It was always Sara Abdullah’s intention to return to her home country of Pakistan after completing her global health master’s program at DGHI. It was important to her, she said, because in Pakistan, the field of public health is always overshadowed by the field of medicine, and she wanted to demonstrate the power of public health initiatives.
Abdullah, a 2016 graduate, is already making her mark in Pakistan as a program manager for Interactive Research and Development. In this role, she manages a randomized control trial that is testing the use of conditional cash transfers in improving child immunization coverage in a town in Karachi. We recently caught up with her to see what inspires her, how her work is going and how her DGHI experience prepared her for life after graduate school.
What drew you to global health?
I have always been passionate about health. I was initially convinced that I would become a doctor, but after observing the poor health outcomes of people living in poverty in Pakistan—especially high morbidity and mortality of women in the country—I decided to pursue the path of prevention as opposed to the curative. This brought me to global health. It also helped that I had majored in both economics and biology as an undergraduate at Mount Holyoke College. Global health appeared to be the perfect path to blend both of those disciplines.
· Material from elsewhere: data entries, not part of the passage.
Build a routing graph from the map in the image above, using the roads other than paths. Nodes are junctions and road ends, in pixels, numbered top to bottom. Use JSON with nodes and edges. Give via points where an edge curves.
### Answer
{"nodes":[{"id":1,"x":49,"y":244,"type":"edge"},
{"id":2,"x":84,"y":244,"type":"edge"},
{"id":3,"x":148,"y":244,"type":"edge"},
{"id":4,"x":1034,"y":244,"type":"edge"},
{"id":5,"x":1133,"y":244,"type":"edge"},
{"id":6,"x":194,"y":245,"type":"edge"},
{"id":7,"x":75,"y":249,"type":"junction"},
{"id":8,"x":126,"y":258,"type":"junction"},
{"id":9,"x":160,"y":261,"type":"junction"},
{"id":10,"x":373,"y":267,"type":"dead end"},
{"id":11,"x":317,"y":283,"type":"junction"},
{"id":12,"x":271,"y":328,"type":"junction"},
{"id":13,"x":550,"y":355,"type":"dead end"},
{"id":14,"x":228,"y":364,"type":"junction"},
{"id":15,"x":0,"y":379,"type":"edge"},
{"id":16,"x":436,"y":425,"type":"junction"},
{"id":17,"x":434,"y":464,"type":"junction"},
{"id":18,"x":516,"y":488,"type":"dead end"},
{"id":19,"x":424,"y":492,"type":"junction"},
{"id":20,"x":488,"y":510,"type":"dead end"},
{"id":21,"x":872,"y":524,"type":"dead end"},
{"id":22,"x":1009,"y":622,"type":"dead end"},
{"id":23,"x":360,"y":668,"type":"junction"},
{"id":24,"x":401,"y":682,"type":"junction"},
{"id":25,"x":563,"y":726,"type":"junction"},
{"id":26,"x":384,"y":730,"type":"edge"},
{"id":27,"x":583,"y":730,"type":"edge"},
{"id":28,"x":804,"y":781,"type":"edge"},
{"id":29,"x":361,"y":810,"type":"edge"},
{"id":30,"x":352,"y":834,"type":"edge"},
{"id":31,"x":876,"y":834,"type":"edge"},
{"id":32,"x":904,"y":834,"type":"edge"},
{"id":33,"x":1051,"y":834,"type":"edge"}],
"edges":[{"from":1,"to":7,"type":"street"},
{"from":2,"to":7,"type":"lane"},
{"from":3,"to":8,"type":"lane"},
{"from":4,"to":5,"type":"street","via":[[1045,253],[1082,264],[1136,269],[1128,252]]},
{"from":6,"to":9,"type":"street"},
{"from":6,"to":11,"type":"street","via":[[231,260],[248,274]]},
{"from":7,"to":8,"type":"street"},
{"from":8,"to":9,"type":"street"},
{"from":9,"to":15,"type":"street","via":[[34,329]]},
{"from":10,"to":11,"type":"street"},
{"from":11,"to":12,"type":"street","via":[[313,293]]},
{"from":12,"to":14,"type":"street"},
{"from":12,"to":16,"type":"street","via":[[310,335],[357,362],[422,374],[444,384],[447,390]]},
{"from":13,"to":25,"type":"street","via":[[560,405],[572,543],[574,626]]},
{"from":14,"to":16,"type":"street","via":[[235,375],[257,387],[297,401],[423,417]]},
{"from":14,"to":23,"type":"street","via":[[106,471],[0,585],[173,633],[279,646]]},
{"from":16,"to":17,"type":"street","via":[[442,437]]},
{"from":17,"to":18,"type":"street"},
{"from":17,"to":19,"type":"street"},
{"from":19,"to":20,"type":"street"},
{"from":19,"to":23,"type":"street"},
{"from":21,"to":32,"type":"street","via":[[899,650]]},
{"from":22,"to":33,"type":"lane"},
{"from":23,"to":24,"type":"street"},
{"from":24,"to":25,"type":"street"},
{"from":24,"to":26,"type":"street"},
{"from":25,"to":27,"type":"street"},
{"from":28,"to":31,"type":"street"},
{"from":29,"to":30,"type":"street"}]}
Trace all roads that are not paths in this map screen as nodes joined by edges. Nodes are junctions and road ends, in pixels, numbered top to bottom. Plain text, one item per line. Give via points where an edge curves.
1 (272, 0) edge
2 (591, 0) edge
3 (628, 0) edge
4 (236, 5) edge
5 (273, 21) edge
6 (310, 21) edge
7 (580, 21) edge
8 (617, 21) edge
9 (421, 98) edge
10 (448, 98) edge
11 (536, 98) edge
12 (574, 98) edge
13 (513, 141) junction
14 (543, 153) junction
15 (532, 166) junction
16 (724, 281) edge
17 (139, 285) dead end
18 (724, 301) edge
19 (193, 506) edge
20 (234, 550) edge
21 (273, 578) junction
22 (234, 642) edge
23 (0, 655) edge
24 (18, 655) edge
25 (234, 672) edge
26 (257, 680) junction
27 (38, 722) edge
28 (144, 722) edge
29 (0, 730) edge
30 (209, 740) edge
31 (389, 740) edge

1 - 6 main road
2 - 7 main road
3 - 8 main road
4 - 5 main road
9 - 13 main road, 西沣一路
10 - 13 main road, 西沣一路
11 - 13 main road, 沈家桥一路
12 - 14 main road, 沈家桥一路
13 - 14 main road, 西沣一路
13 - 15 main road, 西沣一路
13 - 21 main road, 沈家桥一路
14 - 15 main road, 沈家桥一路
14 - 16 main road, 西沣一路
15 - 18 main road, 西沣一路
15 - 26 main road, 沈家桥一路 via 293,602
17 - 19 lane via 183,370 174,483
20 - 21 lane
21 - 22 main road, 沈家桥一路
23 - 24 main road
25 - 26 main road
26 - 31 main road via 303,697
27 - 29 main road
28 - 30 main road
What are your global health passions?
Although I identify as a maternal and child health practitioner, I would love to work in women’s health—particularly maternal health. Through my father, a urologist by profession, I got the chance to understand and observe women living with obstetric fistula (a result of prolonged obstructed labor resulting in urinary and/or fecal incontinence). Obstetric fistula is both preventable and treatable, but a lack of awareness combined with a high stigma due to the “reproductive” and “dirty” nature of the problem forces these women to suffer in silence for decades.
I want to play my part in combating these overarching barriers to accessing care within the gender and help establish programs that prevent problems like these in the first place. For my master’s thesis under the guidance of Dr. Melissa Watt, I helped further explore the stigma these women face in Moshi, Tanzania, and now I want to bring all of this knowledge back to the context of Pakistan.
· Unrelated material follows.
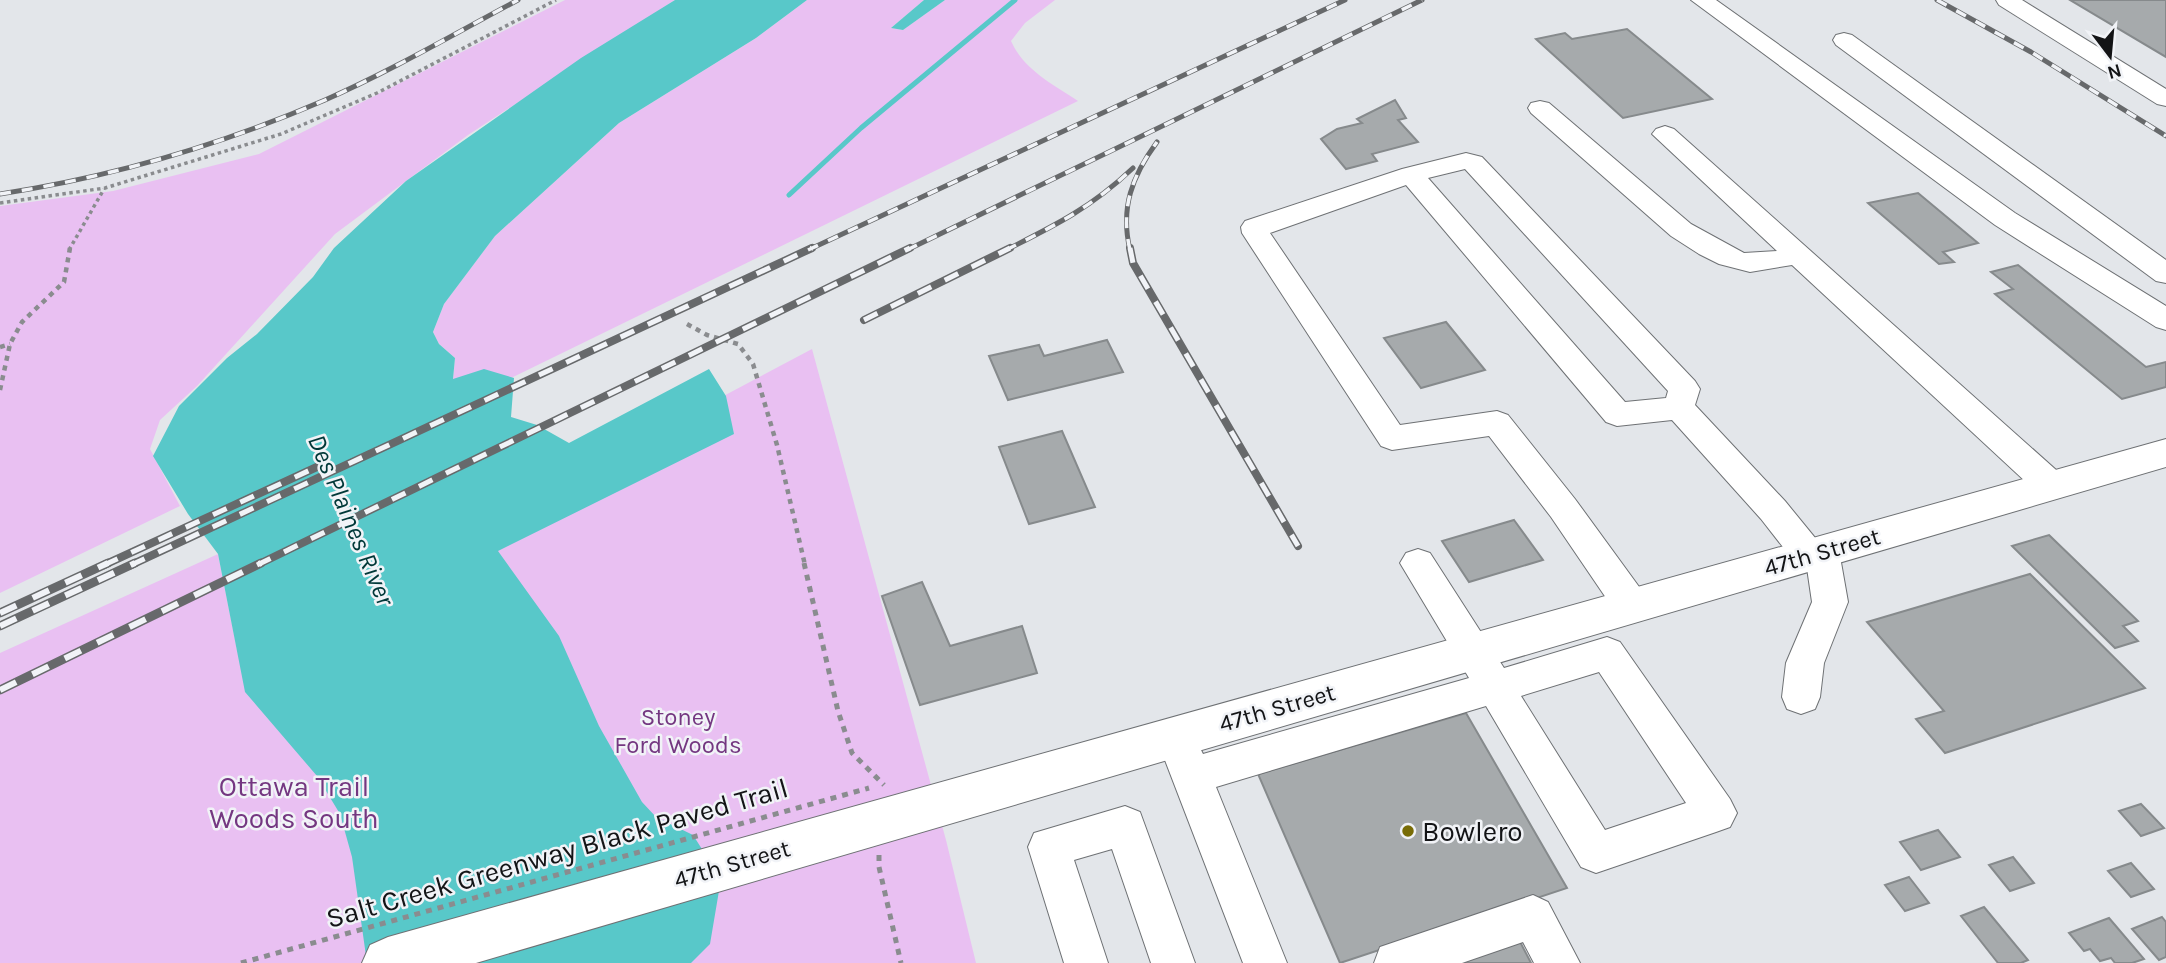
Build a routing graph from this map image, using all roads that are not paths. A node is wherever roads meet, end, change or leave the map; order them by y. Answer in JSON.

I believe that addressing maternal health would automatically lead to better outcomes in child health—a field requiring much attention. In Pakistan, one child in every eleven dies before their fifth birthday. Immunization coverage is approximately only 59 percent, even though the Expanded Program on Immunization provides free vaccines. The coverage rates are even lower in Sindh province (where I work): official estimates report diphtheria-tetanus-pertussis coverage of 39 percent and fully immunized child coverage of 29 percent.
This poor coverage has a significant impact on child morbidity and mortality; therefore, it is extremely important to improve immunization outcomes. The organization I work for, Interactive Research and Development, was responsible for developing and scaling up the provincial digital immunization registry to enable better tracking and reduce drop-outs. My study is now leveraging this registry to incentivize caregivers to vaccinate their child. The conditional cash transfers, if successful, can allow for an easy scale-up, making this trial even more important.
How did the Master of Science in Global Health program prepare you for your current position?
When I was about to start my graduate program, many people told me that one only does a graduate program for the degree, and true learning only happens once you are on the job. I am happy to say that in my case, it was completely untrue.
When I started working at Interactive Research and Development, I often found myself reaching for my notes (yes, actual class notes!) or contacting my former professors for their lecture slides.
DGHI provided us with a strong foundation for understanding and implementing global health programs. The very nature of my work relies daily on problem solving and research design. It involves dealing with the institutional review board, modifying study instruments and consents and making decisions that ensure any changes do not compromise the integrity of the research or its data. It was my time at DGHI that taught me how to think about these problems as well the consequences of my decisions—sometimes through lectures and sometimes through the discussions we had both in and outside of class.
Obviously, I’m still learning a lot and will continue to learn, but I’m proud of the education that I got at Duke because I utilize it every day.